**What to produce**
The answer must be every line from the entries below that contains "Ильиной".

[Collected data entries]
========
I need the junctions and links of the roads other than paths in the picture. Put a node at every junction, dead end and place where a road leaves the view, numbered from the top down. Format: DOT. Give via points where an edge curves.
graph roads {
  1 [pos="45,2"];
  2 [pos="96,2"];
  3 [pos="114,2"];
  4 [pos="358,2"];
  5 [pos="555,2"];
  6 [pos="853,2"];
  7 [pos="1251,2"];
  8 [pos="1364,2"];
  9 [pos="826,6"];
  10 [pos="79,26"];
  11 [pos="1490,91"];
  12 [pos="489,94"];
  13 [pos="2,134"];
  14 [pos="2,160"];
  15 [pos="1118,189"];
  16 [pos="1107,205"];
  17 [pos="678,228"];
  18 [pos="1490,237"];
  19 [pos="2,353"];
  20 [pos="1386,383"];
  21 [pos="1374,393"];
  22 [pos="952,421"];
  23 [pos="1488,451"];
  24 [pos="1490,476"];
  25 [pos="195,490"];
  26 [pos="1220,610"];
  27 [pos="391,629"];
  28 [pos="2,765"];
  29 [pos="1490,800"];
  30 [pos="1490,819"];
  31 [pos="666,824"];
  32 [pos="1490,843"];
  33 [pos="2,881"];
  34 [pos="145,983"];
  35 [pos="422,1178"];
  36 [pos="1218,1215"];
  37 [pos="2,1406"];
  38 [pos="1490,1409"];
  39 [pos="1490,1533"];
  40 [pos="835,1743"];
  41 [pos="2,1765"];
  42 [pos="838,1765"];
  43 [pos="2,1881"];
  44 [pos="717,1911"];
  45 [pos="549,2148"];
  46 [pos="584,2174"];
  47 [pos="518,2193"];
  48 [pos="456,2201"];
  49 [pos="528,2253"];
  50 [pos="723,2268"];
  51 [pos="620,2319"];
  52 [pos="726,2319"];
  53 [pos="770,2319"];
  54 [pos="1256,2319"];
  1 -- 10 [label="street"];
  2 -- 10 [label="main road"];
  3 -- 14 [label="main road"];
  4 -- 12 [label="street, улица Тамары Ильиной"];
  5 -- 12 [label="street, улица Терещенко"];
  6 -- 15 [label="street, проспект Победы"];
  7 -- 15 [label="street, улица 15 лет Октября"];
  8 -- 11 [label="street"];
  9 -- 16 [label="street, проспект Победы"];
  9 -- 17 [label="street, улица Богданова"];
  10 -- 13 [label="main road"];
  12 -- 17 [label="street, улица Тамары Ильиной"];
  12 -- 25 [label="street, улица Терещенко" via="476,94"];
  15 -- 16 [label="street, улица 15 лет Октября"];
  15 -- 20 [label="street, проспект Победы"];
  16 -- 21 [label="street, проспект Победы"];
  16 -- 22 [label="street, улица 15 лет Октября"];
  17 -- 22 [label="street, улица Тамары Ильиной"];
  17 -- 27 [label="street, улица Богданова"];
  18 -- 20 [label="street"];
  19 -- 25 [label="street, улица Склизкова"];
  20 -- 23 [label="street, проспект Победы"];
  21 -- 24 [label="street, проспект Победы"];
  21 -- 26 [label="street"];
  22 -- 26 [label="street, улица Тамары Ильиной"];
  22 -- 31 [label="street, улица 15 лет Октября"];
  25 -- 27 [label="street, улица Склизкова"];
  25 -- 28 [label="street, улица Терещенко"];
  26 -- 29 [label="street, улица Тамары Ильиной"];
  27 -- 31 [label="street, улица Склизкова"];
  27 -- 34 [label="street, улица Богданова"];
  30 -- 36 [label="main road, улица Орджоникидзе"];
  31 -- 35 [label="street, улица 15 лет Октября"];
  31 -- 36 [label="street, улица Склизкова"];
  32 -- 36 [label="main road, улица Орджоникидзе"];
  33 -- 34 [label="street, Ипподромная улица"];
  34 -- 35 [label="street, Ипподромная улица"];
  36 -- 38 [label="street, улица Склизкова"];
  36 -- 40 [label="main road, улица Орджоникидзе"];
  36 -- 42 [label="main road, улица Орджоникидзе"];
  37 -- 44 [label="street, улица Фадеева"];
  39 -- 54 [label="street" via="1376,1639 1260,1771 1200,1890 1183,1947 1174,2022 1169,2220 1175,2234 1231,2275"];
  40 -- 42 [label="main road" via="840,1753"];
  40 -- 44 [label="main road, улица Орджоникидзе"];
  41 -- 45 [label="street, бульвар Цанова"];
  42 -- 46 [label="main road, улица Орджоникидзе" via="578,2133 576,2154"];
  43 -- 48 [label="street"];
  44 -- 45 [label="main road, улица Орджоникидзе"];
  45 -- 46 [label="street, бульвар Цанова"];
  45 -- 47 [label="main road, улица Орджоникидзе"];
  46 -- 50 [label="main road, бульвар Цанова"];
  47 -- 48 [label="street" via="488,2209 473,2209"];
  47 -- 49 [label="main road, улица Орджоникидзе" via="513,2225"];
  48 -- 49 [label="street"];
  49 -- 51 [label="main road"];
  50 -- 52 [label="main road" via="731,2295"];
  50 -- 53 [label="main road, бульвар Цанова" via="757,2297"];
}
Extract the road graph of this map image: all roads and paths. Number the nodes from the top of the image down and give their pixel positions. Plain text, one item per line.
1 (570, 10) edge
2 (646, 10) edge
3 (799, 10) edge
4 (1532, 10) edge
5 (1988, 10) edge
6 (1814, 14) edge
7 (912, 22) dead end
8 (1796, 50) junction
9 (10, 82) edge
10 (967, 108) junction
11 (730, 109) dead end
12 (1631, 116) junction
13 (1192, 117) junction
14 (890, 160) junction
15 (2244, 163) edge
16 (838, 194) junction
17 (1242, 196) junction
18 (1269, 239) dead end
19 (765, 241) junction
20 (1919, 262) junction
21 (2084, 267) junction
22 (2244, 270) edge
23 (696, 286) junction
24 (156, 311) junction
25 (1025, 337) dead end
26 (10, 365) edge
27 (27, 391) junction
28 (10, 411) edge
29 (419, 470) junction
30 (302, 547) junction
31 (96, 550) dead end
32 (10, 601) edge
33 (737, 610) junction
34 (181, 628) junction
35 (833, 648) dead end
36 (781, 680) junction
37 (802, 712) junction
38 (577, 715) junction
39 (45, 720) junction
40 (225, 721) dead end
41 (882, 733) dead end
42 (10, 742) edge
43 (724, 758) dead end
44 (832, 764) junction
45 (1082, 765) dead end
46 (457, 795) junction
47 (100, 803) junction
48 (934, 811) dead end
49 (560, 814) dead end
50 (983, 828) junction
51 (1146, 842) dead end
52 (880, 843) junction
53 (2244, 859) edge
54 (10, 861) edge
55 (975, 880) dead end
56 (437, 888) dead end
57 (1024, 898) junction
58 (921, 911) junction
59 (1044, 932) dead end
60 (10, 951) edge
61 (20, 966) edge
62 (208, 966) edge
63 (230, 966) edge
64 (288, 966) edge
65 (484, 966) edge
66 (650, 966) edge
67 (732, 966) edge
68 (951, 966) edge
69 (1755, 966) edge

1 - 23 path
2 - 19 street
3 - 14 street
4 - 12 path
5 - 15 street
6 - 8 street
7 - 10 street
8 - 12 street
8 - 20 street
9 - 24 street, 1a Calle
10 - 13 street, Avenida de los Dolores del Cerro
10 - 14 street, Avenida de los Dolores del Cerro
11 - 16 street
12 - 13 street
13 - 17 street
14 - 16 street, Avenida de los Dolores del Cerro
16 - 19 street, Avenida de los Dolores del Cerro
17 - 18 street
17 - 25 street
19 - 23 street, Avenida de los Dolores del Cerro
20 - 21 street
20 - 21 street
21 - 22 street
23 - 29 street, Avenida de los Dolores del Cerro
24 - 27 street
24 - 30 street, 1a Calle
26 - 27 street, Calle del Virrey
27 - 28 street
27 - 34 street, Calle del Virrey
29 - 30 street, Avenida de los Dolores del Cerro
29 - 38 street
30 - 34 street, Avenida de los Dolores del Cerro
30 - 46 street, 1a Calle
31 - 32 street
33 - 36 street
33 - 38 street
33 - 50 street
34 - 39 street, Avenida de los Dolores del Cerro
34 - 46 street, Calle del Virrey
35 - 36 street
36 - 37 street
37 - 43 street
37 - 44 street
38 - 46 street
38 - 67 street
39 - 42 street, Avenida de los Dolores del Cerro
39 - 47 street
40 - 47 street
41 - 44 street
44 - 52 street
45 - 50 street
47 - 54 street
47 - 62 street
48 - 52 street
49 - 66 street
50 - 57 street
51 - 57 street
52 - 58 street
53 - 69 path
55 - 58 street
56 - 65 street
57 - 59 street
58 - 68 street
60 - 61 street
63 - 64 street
========
**Solution for this task**
  4 -- 12 [label="street, улица Тамары Ильиной"];
  12 -- 17 [label="street, улица Тамары Ильиной"];
  17 -- 22 [label="street, улица Тамары Ильиной"];
  22 -- 26 [label="street, улица Тамары Ильиной"];
  26 -- 29 [label="street, улица Тамары Ильиной"];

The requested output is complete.